So we ask, what would it mean to the news and readers of the news, if the voice of people could be read and shared alongside the context from which they emerged? How can engaging with current affairs become a richer experience when news consumers interact with meme consumers? What are the possibilities when the information that fuels ideas shares the same space as the tools for voicing feelings about those ideas and those consumers transform into makers?
Our proposal aims at creating a bridge between and among context driven readers (the news consumers) and entertainment driven readers (meme consumers) despite geographic or philosophical divides. By capturing not only the spectrum of facts but also the spectrum of feelings surrounding the news, we can enrich our understanding of what we know and what we believe about our world.
References
Booth, David W. (David Wallace).
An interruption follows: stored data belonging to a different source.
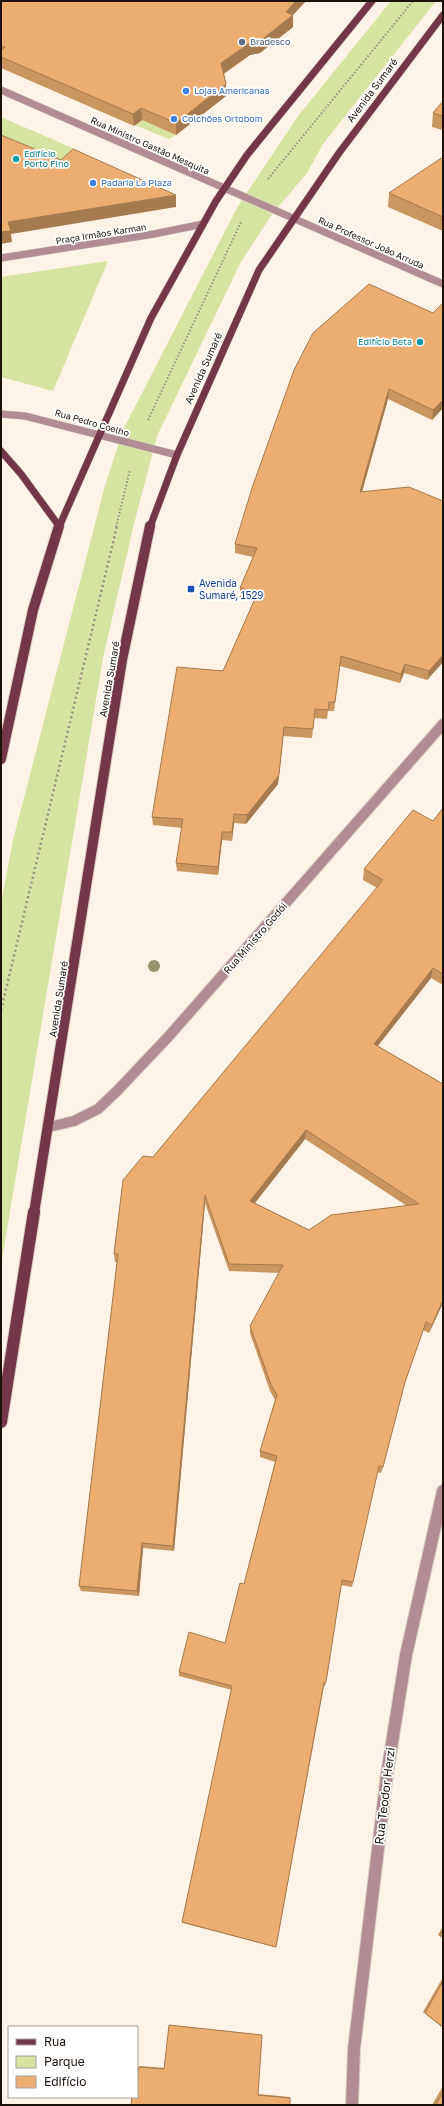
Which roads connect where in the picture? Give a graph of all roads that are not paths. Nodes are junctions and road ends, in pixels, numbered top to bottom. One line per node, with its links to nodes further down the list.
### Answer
1 (372, 1): 4 (main road)
2 (443, 15): 5 (main road, Avenida Sumaré)
3 (1, 90): 4 (street, Rua Ministro Gastão Mesquita)
4 (225, 188): 5 (street, Rua Ministro Gastão Mesquita); 6 (main road)
5 (293, 218): 8 (street, Rua Professor João Arruda); 12 (main road, Avenida Sumaré)
6 (203, 224): 7 (street, Praça Irmãos Karman); 10 (main road)
7 (1, 258)
8 (443, 284)
9 (1, 414): 10 (street, Rua Pedro Coelho)
10 (99, 435): 12 (street, Rua Pedro Coelho); 13 (main road)
11 (1, 451): 13 (main road)
12 (177, 455): 16 (main road, Avenida Sumaré)
13 (59, 526): 15 (main road)
14 (443, 724): 16 (street, Rua Ministro Godói)
15 (1, 759)
16 (48, 1127): 17 (main road, Avenida Sumaré)
17 (1, 1422)
18 (443, 1491): 19 (street, Rua Teodor Herzi)
19 (352, 2105)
It’s Critical! : Classroom Strategies for Promoting Critical and Creative Comprehension. Markham, Ont.: Pembroke Publishers, 2008.
http://www.emoto2012.org/
http://www.knightfoundation.org/what-we-fund/innovating-media
Shihab, Ibrahim Abu. “Reading as Critical Thinking.” Asian Social Science 7.8 (2011): 209–219.
http://techcrunch.com/2012/11/18/flashbulb-memery/)
http://truthgoggl.es/
Reflection on Step 4: Interrogating our Storyboard Scenarios
Our work this morning was to revisit the storyboards we developed and reflect on the activities, environments, interactions, objects and users they propose. We asked ourselves whether the scenarios met our goal of connecting and empowering two different groups who care about current events: the consumers of news via traditional journalistic platforms and the consumers of memes via social media. We re-examined our assumptions about their motivations for participation and typical activities. We imagined extreme users of each media (the person who reads the news in the print newspaper and the person who explicitly searches for and consumes memes) and the affordances of those technologies. We determined the opportunity for empowerment of each group is to think our design moving them from “Ready to know” about current affairs to “Ready to hold an opinion.”
Our conclusion post interrogation is that each group stands to benefit from the other’s way of processing current events. Each user is interested in what is happening now and invested in their contemporary world, yet they are only getting a part of the whole picture. Meme consumers are encountering the varied and lively commentary on current events by “the crowd” but are sometimes missing the larger context of “the facts,” “history” and “what the experts think.” Traditional news consumers are getting a more measured, fact-checked and carefully crafted version of current events, but missing the powerful collective voice of everyday people and how they feel about the news.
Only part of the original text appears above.